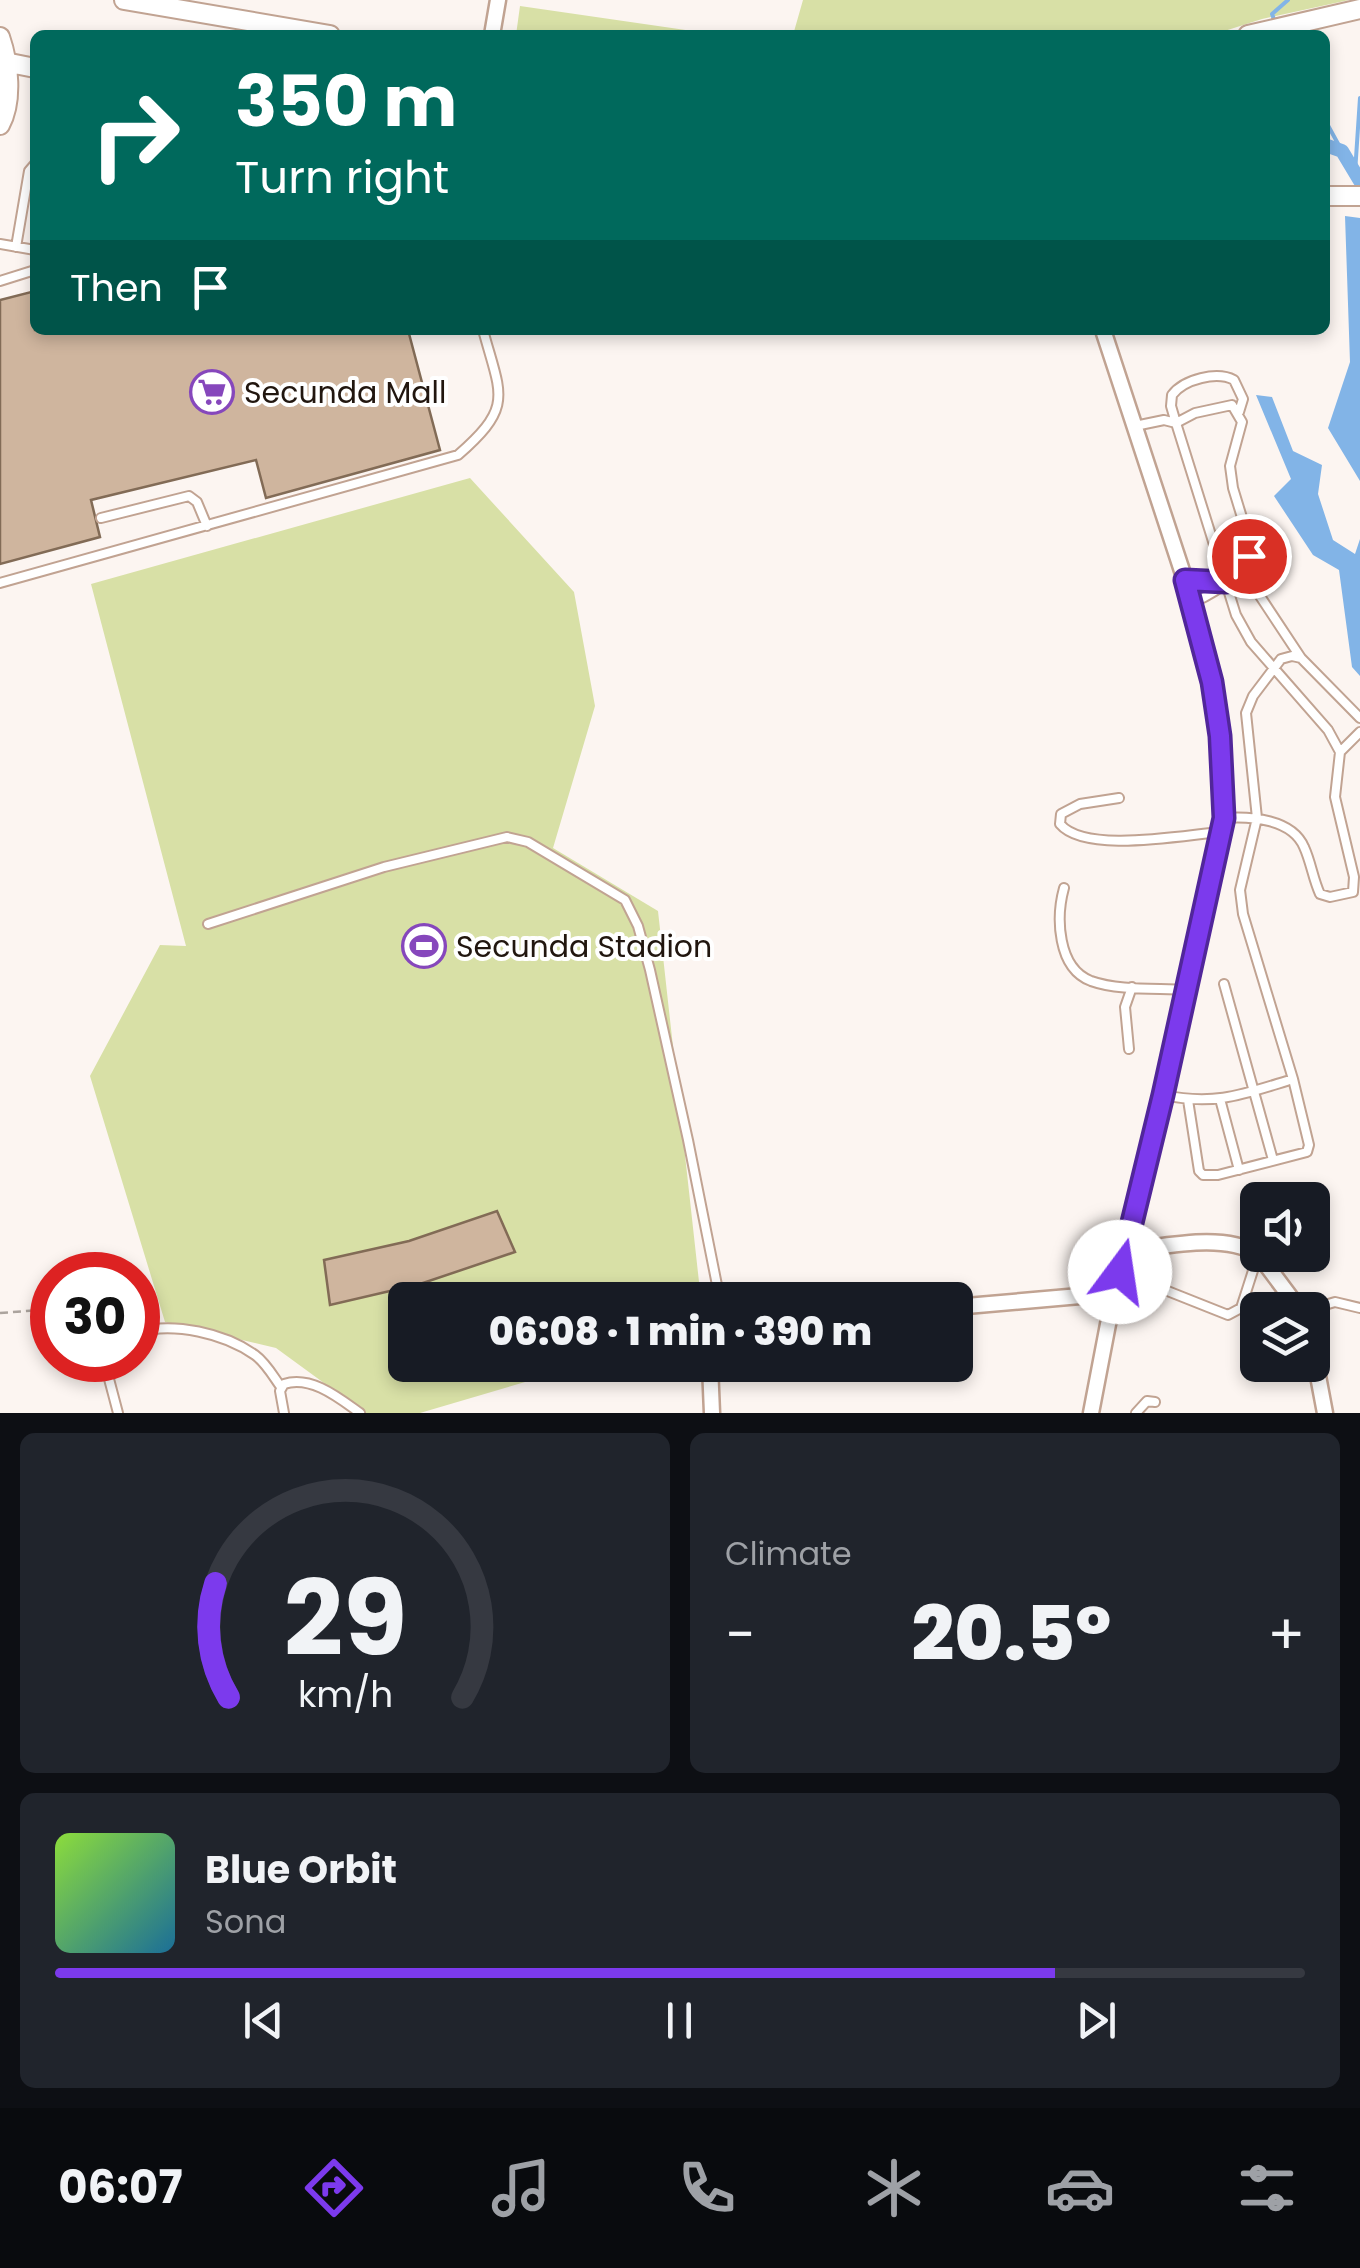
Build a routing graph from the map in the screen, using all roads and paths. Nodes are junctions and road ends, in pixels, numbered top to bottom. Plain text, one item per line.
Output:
1 (124, 0) edge
2 (498, 0) edge
3 (1360, 9) edge
4 (301, 30) edge
5 (493, 30) edge
6 (1265, 30) edge
7 (0, 38) edge
8 (4, 62) edge
9 (30, 67) edge
10 (0, 125) edge
11 (30, 170) edge
12 (0, 244) edge
13 (16, 247) junction
14 (30, 249) edge
15 (30, 272) edge
16 (0, 281) edge
17 (484, 335) edge
18 (1105, 335) edge
19 (1239, 412) junction
20 (1176, 424) junction
21 (1135, 426) junction
22 (101, 518) dead end
23 (207, 526) junction
24 (1185, 580) junction
25 (0, 582) edge
26 (1226, 582) junction
27 (1191, 604) junction
28 (1301, 658) junction
29 (1274, 669) junction
30 (1360, 718) edge
31 (1360, 732) edge
32 (1340, 752) junction
33 (1119, 798) dead end
34 (1256, 818) junction
35 (1222, 825) junction
36 (1064, 888) dead end
37 (208, 924) dead end
38 (1224, 984) dead end
39 (1132, 987) junction
40 (1187, 990) junction
41 (1129, 1049) dead end
42 (1293, 1079) junction
43 (1254, 1091) junction
44 (1163, 1095) junction
45 (1220, 1099) junction
46 (1188, 1100) junction
47 (1272, 1160) junction
48 (1239, 1170) junction
49 (1240, 1247) edge
50 (1124, 1251) junction
51 (1253, 1272) edge
52 (1271, 1272) edge
53 (716, 1282) edge
54 (1164, 1290) dead end
55 (1286, 1292) edge
56 (1114, 1293) junction
57 (1330, 1303) edge
58 (973, 1305) edge
59 (1360, 1308) edge
60 (30, 1311) edge
61 (0, 1313) edge
62 (160, 1329) edge
63 (110, 1382) edge
64 (711, 1382) edge
65 (1319, 1382) edge
66 (281, 1387) junction
67 (1155, 1402) dead end
68 (118, 1413) edge
69 (284, 1413) edge
70 (360, 1413) edge
71 (712, 1413) edge
72 (1091, 1413) edge
73 (1136, 1413) edge
74 (1325, 1413) edge

1 - 4 street
2 - 5 street
3 - 6 street
7 - 8 street
8 - 9 street
8 - 10 street
11 - 13 lane
12 - 13 lane
13 - 14 lane
15 - 16 lane
17 - 23 lane
18 - 21 street
19 - 20 lane
19 - 20 lane
19 - 26 lane
20 - 21 lane
20 - 26 lane
21 - 24 street
22 - 23 lane
23 - 25 lane
24 - 26 lane
24 - 27 street
26 - 27 lane
26 - 28 lane
26 - 29 lane
27 - 35 street
28 - 29 lane
28 - 30 lane
29 - 32 lane
29 - 34 lane
31 - 32 lane
32 - 34 lane
33 - 35 lane
34 - 35 lane
34 - 42 lane
35 - 40 street
36 - 39 lane
37 - 53 lane
38 - 43 lane
39 - 40 lane
39 - 41 lane
40 - 44 street
42 - 43 lane
42 - 47 lane
43 - 45 lane
43 - 47 lane
44 - 46 lane
44 - 50 street
45 - 46 lane
45 - 48 lane
46 - 48 lane
47 - 48 lane
49 - 50 street
50 - 56 street
51 - 54 lane
52 - 55 street
56 - 58 street
56 - 72 street
57 - 59 lane
60 - 61 path
62 - 66 lane
63 - 68 lane
64 - 71 street
65 - 74 street
66 - 69 lane
66 - 70 lane
67 - 73 lane

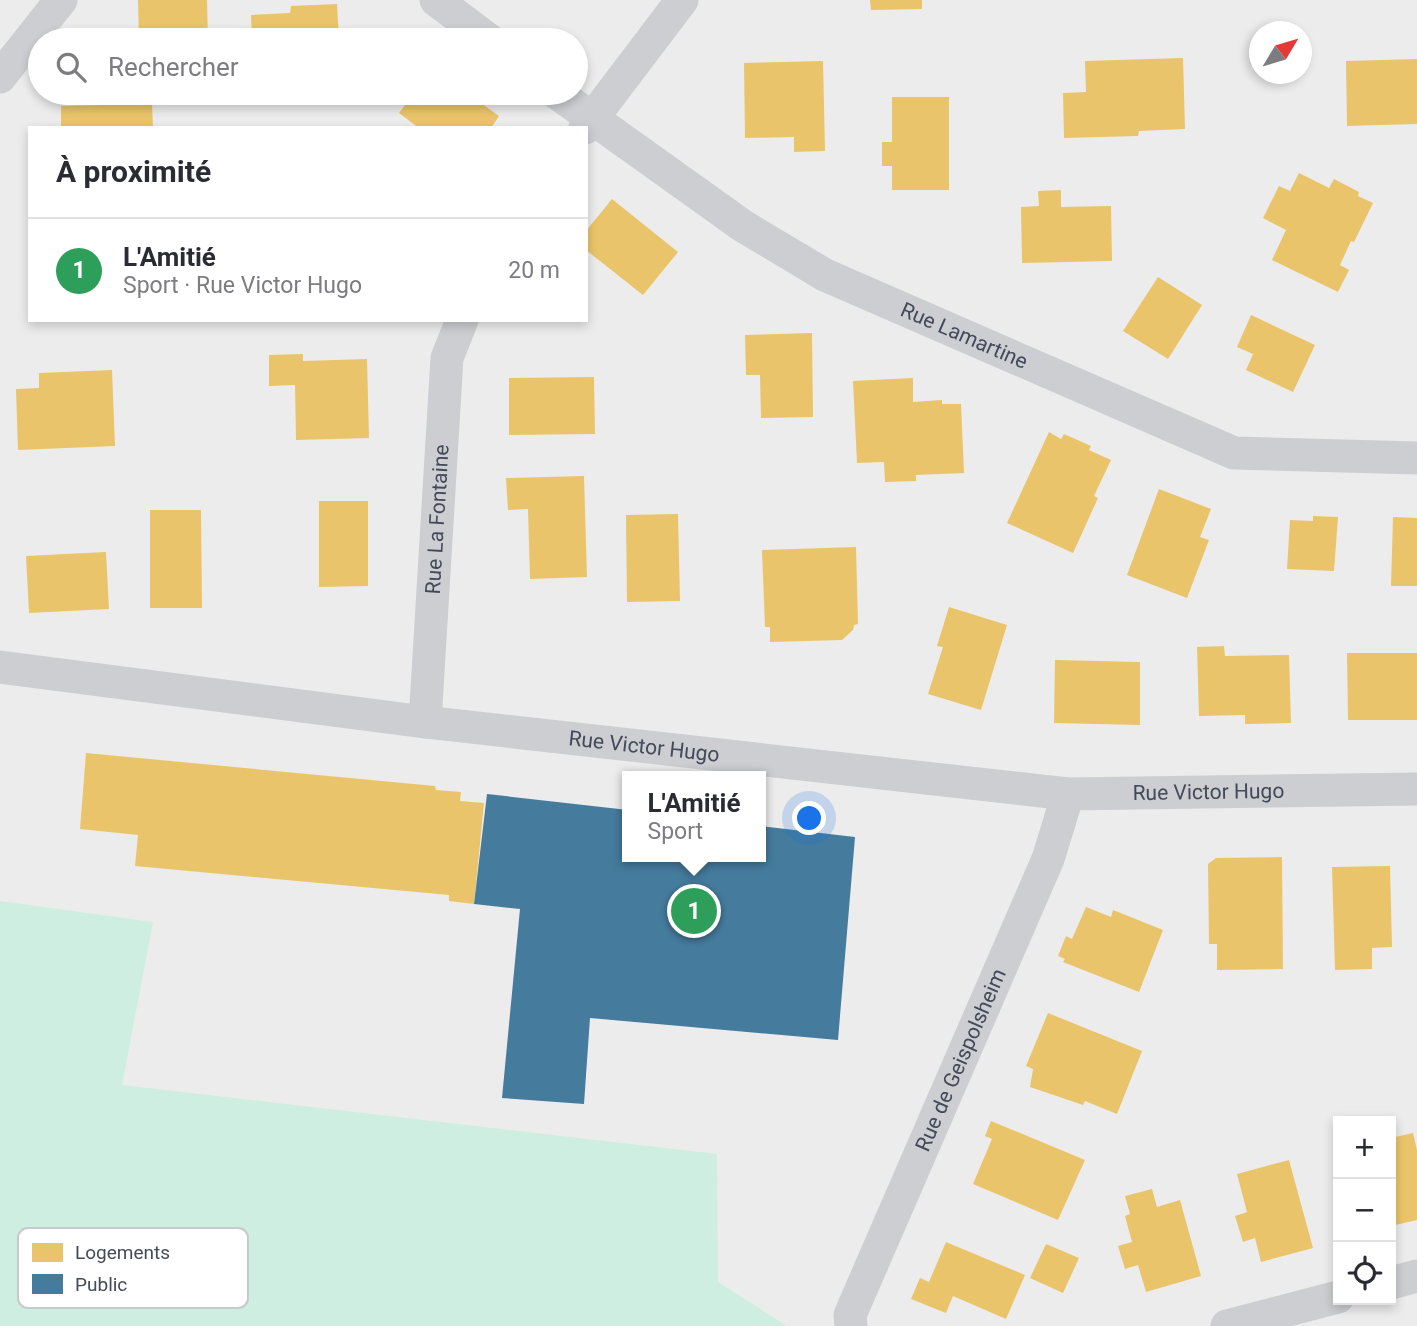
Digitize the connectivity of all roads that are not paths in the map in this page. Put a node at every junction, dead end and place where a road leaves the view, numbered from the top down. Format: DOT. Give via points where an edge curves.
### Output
graph roads {
  1 [pos="61,0"];
  2 [pos="436,0"];
  3 [pos="682,0"];
  4 [pos="39,28"];
  5 [pos="473,28"];
  6 [pos="28,42"];
  7 [pos="0,77"];
  8 [pos="569,105"];
  9 [pos="588,123"];
  10 [pos="461,322"];
  11 [pos="1417,457"];
  12 [pos="0,667"];
  13 [pos="425,722"];
  14 [pos="1417,789"];
  15 [pos="1068,794"];
  16 [pos="1417,1276"];
  17 [pos="1396,1282"];
  18 [pos="1333,1298"];
  19 [pos="851,1326"];
  20 [pos="1227,1326"];
  1 -- 4 [label="street"];
  2 -- 5 [label="street"];
  3 -- 9 [label="street"];
  6 -- 7 [label="street"];
  8 -- 9 [label="street, Rue Lamartine"];
  9 -- 11 [label="street, Rue Lamartine" via="825,275 1234,453"];
  10 -- 13 [label="street, Rue La Fontaine" via="447,358"];
  12 -- 13 [label="street, Rue Victor Hugo"];
  13 -- 15 [label="street, Rue Victor Hugo"];
  14 -- 15 [label="street, Rue Victor Hugo"];
  15 -- 19 [label="street, Rue de Geispolsheim" via="1048,859 850,1315"];
  16 -- 17 [label="street"];
  18 -- 20 [label="street"];
}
..........
What you have to do: Reproduce every entry word for word, but skip any pictures.

Reply:
Build a routing graph from the map in the screen, using all roads and paths. Nodes are junctions and road ends, in pixels, numbered top to bottom. Plain text, one item per line.
Output:
1 (124, 0) edge
2 (498, 0) edge
3 (1360, 9) edge
4 (301, 30) edge
5 (493, 30) edge
6 (1265, 30) edge
7 (0, 38) edge
8 (4, 62) edge
9 (30, 67) edge
10 (0, 125) edge
11 (30, 170) edge
12 (0, 244) edge
13 (16, 247) junction
14 (30, 249) edge
15 (30, 272) edge
16 (0, 281) edge
17 (484, 335) edge
18 (1105, 335) edge
19 (1239, 412) junction
20 (1176, 424) junction
21 (1135, 426) junction
22 (101, 518) dead end
23 (207, 526) junction
24 (1185, 580) junction
25 (0, 582) edge
26 (1226, 582) junction
27 (1191, 604) junction
28 (1301, 658) junction
29 (1274, 669) junction
30 (1360, 718) edge
31 (1360, 732) edge
32 (1340, 752) junction
33 (1119, 798) dead end
34 (1256, 818) junction
35 (1222, 825) junction
36 (1064, 888) dead end
37 (208, 924) dead end
38 (1224, 984) dead end
39 (1132, 987) junction
40 (1187, 990) junction
41 (1129, 1049) dead end
42 (1293, 1079) junction
43 (1254, 1091) junction
44 (1163, 1095) junction
45 (1220, 1099) junction
46 (1188, 1100) junction
47 (1272, 1160) junction
48 (1239, 1170) junction
49 (1240, 1247) edge
50 (1124, 1251) junction
51 (1253, 1272) edge
52 (1271, 1272) edge
53 (716, 1282) edge
54 (1164, 1290) dead end
55 (1286, 1292) edge
56 (1114, 1293) junction
57 (1330, 1303) edge
58 (973, 1305) edge
59 (1360, 1308) edge
60 (30, 1311) edge
61 (0, 1313) edge
62 (160, 1329) edge
63 (110, 1382) edge
64 (711, 1382) edge
65 (1319, 1382) edge
66 (281, 1387) junction
67 (1155, 1402) dead end
68 (118, 1413) edge
69 (284, 1413) edge
70 (360, 1413) edge
71 (712, 1413) edge
72 (1091, 1413) edge
73 (1136, 1413) edge
74 (1325, 1413) edge

1 - 4 street
2 - 5 street
3 - 6 street
7 - 8 street
8 - 9 street
8 - 10 street
11 - 13 lane
12 - 13 lane
13 - 14 lane
15 - 16 lane
17 - 23 lane
18 - 21 street
19 - 20 lane
19 - 20 lane
19 - 26 lane
20 - 21 lane
20 - 26 lane
21 - 24 street
22 - 23 lane
23 - 25 lane
24 - 26 lane
24 - 27 street
26 - 27 lane
26 - 28 lane
26 - 29 lane
27 - 35 street
28 - 29 lane
28 - 30 lane
29 - 32 lane
29 - 34 lane
31 - 32 lane
32 - 34 lane
33 - 35 lane
34 - 35 lane
34 - 42 lane
35 - 40 street
36 - 39 lane
37 - 53 lane
38 - 43 lane
39 - 40 lane
39 - 41 lane
40 - 44 street
42 - 43 lane
42 - 47 lane
43 - 45 lane
43 - 47 lane
44 - 46 lane
44 - 50 street
45 - 46 lane
45 - 48 lane
46 - 48 lane
47 - 48 lane
49 - 50 street
50 - 56 street
51 - 54 lane
52 - 55 street
56 - 58 street
56 - 72 street
57 - 59 lane
60 - 61 path
62 - 66 lane
63 - 68 lane
64 - 71 street
65 - 74 street
66 - 69 lane
66 - 70 lane
67 - 73 lane

Digitize the connectivity of all roads that are not paths in the map in this page. Put a node at every junction, dead end and place where a road leaves the view, numbered from the top down. Format: DOT. Give via points where an edge curves.
### Output
graph roads {
  1 [pos="61,0"];
  2 [pos="436,0"];
  3 [pos="682,0"];
  4 [pos="39,28"];
  5 [pos="473,28"];
  6 [pos="28,42"];
  7 [pos="0,77"];
  8 [pos="569,105"];
  9 [pos="588,123"];
  10 [pos="461,322"];
  11 [pos="1417,457"];
  12 [pos="0,667"];
  13 [pos="425,722"];
  14 [pos="1417,789"];
  15 [pos="1068,794"];
  16 [pos="1417,1276"];
  17 [pos="1396,1282"];
  18 [pos="1333,1298"];
  19 [pos="851,1326"];
  20 [pos="1227,1326"];
  1 -- 4 [label="street"];
  2 -- 5 [label="street"];
  3 -- 9 [label="street"];
  6 -- 7 [label="street"];
  8 -- 9 [label="street, Rue Lamartine"];
  9 -- 11 [label="street, Rue Lamartine" via="825,275 1234,453"];
  10 -- 13 [label="street, Rue La Fontaine" via="447,358"];
  12 -- 13 [label="street, Rue Victor Hugo"];
  13 -- 15 [label="street, Rue Victor Hugo"];
  14 -- 15 [label="street, Rue Victor Hugo"];
  15 -- 19 [label="street, Rue de Geispolsheim" via="1048,859 850,1315"];
  16 -- 17 [label="street"];
  18 -- 20 [label="street"];
}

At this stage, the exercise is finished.